ABOUT THIS TASK> Pull out every line below containing the word "roads".

EXTRACTED RECORDS>
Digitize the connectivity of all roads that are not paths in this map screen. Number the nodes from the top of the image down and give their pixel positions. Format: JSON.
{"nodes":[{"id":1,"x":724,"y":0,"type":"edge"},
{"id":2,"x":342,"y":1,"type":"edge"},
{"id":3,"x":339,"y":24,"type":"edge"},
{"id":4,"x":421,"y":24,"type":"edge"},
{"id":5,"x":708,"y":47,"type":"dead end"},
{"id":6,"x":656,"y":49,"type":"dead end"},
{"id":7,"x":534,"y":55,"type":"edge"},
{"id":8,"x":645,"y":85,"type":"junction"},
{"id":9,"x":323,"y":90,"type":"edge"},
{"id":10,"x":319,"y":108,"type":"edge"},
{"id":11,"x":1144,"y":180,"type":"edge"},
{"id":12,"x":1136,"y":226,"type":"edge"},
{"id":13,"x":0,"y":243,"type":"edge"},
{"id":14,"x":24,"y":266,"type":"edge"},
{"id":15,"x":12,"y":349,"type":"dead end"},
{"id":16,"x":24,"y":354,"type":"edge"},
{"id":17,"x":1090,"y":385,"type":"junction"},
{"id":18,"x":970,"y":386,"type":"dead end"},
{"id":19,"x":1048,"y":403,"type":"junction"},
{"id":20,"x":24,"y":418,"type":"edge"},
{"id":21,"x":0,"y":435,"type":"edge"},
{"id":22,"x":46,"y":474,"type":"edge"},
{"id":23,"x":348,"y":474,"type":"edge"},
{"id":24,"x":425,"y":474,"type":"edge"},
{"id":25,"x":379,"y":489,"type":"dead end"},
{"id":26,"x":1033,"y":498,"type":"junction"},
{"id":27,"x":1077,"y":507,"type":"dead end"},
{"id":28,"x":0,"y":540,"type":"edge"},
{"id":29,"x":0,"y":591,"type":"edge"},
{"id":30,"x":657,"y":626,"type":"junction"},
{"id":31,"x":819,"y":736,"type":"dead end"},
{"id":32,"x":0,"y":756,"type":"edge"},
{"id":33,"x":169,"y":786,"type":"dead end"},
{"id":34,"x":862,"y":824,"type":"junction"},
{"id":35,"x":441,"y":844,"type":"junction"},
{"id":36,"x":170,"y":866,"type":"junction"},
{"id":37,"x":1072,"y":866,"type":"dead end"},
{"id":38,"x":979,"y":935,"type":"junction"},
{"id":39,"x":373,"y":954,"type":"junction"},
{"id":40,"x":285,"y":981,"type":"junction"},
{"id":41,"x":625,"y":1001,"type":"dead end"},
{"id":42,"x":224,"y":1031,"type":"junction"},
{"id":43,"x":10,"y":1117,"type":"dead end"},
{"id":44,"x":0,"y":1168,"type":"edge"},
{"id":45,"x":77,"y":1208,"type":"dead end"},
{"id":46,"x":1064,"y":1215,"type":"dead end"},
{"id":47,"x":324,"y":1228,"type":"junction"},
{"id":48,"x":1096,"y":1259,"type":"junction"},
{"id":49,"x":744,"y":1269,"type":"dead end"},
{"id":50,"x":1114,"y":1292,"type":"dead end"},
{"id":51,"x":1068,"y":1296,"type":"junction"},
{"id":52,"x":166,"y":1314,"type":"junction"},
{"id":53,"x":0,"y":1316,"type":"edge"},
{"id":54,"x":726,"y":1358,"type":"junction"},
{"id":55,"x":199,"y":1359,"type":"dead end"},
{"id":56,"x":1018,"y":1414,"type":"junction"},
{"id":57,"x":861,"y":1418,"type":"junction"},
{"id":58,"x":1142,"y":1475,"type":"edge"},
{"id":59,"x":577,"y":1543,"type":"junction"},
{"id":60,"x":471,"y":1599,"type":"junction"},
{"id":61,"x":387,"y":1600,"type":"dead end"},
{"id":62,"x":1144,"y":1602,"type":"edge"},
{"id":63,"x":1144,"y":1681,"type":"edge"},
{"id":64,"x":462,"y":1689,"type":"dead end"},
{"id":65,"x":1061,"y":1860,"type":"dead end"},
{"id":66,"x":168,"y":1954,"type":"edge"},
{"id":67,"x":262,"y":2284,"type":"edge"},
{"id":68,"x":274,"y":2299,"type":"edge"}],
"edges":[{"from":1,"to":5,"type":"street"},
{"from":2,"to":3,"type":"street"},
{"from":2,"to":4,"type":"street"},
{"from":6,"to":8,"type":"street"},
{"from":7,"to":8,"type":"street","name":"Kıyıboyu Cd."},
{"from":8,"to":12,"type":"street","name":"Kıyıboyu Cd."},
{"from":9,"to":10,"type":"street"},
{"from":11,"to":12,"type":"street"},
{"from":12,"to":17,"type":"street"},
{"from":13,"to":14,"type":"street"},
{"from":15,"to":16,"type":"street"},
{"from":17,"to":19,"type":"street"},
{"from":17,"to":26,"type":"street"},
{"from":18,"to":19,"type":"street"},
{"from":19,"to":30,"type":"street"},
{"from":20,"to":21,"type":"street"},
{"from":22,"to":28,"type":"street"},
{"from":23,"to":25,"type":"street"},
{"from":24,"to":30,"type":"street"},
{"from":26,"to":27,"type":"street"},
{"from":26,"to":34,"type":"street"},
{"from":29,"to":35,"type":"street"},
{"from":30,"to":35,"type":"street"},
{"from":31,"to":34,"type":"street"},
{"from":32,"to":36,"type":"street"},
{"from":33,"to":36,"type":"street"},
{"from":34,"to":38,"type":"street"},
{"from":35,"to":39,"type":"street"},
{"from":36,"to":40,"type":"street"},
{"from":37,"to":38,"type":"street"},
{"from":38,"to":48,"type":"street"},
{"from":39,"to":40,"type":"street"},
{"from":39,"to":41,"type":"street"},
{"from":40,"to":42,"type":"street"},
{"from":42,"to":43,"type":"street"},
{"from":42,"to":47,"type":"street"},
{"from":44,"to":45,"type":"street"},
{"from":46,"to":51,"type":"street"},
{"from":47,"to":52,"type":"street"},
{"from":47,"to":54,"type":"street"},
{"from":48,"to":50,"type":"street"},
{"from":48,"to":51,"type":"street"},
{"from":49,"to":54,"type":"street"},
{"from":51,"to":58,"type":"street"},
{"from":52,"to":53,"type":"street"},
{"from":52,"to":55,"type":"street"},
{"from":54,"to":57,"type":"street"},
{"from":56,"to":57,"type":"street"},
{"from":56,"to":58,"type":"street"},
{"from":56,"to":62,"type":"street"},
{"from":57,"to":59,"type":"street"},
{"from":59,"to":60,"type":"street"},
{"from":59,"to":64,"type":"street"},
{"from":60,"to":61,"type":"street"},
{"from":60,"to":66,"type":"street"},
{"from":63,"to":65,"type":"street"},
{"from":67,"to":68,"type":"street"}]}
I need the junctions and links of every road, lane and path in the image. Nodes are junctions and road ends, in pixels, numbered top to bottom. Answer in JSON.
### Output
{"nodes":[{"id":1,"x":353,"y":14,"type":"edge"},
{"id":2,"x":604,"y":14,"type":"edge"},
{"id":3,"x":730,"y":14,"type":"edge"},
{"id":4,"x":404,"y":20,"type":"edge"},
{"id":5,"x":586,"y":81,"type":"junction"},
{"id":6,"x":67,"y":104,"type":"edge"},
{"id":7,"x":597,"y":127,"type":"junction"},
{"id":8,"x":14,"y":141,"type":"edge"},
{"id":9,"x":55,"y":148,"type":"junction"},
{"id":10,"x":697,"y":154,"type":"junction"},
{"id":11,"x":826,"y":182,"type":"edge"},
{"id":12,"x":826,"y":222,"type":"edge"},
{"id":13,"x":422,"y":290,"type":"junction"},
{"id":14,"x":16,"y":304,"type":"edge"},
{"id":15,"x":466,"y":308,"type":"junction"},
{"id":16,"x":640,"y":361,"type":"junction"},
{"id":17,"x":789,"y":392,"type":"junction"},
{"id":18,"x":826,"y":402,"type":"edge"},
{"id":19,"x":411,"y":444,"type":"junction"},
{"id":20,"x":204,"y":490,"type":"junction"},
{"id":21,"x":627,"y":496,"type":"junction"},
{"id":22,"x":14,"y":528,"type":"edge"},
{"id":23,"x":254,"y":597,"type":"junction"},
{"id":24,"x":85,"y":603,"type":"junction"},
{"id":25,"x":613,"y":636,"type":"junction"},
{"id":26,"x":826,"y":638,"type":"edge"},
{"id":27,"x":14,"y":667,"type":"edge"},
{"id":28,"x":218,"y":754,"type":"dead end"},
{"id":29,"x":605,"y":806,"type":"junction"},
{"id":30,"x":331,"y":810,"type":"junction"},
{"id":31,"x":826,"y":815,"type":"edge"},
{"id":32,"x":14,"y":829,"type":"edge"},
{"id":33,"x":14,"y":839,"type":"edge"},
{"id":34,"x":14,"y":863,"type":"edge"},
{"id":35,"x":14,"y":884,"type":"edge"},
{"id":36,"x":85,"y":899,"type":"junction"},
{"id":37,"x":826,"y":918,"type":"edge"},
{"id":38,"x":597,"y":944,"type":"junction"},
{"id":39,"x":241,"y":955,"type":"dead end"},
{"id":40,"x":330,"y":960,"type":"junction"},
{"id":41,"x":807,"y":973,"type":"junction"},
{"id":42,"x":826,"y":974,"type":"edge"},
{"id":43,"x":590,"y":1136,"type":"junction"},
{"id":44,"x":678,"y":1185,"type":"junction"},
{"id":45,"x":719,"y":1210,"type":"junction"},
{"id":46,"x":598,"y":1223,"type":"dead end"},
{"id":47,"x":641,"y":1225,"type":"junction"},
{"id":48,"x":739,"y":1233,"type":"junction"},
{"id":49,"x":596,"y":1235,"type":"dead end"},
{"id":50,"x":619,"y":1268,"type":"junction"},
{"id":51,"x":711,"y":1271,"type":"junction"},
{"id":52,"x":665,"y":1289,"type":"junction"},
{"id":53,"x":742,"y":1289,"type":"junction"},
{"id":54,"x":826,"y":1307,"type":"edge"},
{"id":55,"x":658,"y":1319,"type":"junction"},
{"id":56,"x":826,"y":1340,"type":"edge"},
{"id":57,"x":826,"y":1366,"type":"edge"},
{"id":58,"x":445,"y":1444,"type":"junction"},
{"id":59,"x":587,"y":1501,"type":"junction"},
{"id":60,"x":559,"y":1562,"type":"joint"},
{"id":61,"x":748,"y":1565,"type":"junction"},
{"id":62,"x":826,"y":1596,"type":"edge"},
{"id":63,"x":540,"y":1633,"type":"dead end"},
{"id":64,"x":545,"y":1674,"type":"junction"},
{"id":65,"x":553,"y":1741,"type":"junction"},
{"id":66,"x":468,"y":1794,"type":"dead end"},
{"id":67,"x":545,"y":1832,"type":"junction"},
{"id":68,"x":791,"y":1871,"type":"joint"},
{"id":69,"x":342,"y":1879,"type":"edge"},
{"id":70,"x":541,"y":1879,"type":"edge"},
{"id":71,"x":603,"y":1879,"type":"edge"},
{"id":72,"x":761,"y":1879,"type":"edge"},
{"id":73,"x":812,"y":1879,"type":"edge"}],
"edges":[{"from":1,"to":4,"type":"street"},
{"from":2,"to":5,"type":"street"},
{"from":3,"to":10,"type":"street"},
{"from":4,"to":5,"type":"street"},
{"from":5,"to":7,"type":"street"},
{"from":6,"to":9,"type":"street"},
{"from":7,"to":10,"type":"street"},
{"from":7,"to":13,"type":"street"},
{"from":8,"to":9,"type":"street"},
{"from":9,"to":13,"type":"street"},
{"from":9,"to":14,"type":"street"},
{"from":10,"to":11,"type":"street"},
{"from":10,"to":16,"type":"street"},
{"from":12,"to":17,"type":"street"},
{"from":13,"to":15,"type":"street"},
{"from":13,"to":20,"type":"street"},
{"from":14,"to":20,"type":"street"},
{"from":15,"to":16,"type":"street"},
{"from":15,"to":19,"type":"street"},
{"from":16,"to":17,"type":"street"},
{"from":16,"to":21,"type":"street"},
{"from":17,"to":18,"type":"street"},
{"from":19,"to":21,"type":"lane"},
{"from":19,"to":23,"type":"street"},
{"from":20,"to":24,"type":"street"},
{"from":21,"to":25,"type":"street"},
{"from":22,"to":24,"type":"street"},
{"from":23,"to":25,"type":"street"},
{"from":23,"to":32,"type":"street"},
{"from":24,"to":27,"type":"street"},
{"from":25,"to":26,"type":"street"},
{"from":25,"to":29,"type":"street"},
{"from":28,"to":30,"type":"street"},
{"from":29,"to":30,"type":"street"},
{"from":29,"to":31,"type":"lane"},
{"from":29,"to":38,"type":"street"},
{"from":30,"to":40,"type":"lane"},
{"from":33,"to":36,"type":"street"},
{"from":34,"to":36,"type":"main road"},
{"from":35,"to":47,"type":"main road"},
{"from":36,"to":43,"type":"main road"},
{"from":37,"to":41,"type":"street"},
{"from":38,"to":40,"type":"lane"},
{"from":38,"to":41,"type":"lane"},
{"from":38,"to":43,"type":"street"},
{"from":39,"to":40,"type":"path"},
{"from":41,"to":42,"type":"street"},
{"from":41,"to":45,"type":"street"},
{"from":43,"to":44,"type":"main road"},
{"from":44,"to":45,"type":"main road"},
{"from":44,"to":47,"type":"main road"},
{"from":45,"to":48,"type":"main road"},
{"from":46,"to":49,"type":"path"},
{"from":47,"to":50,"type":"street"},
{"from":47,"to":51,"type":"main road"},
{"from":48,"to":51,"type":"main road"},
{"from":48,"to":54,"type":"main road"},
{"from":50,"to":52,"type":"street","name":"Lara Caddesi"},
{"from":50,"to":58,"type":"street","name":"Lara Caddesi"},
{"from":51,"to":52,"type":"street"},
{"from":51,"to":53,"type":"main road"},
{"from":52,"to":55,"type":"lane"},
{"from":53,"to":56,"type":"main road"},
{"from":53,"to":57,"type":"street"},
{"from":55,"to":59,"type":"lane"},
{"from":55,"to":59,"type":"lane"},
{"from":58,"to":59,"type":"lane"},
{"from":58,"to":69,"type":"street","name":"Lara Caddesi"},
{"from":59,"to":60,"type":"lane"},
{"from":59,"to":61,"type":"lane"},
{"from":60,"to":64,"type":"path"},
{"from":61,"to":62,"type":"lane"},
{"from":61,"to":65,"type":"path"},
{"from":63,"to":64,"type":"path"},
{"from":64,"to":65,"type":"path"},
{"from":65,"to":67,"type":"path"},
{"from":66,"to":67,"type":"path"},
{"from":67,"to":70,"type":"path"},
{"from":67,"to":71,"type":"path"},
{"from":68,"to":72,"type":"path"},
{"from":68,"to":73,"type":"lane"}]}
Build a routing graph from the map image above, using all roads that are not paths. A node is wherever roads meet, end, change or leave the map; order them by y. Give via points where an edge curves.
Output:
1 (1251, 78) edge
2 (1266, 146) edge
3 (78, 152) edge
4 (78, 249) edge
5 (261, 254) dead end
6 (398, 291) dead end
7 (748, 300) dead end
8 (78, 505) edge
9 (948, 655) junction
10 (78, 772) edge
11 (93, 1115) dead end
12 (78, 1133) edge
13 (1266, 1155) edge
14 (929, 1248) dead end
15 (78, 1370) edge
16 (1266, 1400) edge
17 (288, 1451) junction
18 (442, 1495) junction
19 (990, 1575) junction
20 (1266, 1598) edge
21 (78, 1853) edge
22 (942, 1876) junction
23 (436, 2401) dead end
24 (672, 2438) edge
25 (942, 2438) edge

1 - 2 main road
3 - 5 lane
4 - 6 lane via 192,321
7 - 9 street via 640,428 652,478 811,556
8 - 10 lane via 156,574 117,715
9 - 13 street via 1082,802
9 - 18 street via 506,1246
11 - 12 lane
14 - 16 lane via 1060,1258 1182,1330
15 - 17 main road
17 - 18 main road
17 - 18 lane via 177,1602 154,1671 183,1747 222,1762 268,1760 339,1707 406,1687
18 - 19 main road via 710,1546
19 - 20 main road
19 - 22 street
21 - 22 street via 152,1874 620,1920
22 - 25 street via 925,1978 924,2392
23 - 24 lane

EXERCISE SOLUTION>
Digitize the connectivity of all roads that are not paths in this map screen. Number the nodes from the top of the image down and give their pixel positions. Format: JSON.
Build a routing graph from the map image above, using all roads that are not paths. A node is wherever roads meet, end, change or leave the map; order them by y. Give via points where an edge curves.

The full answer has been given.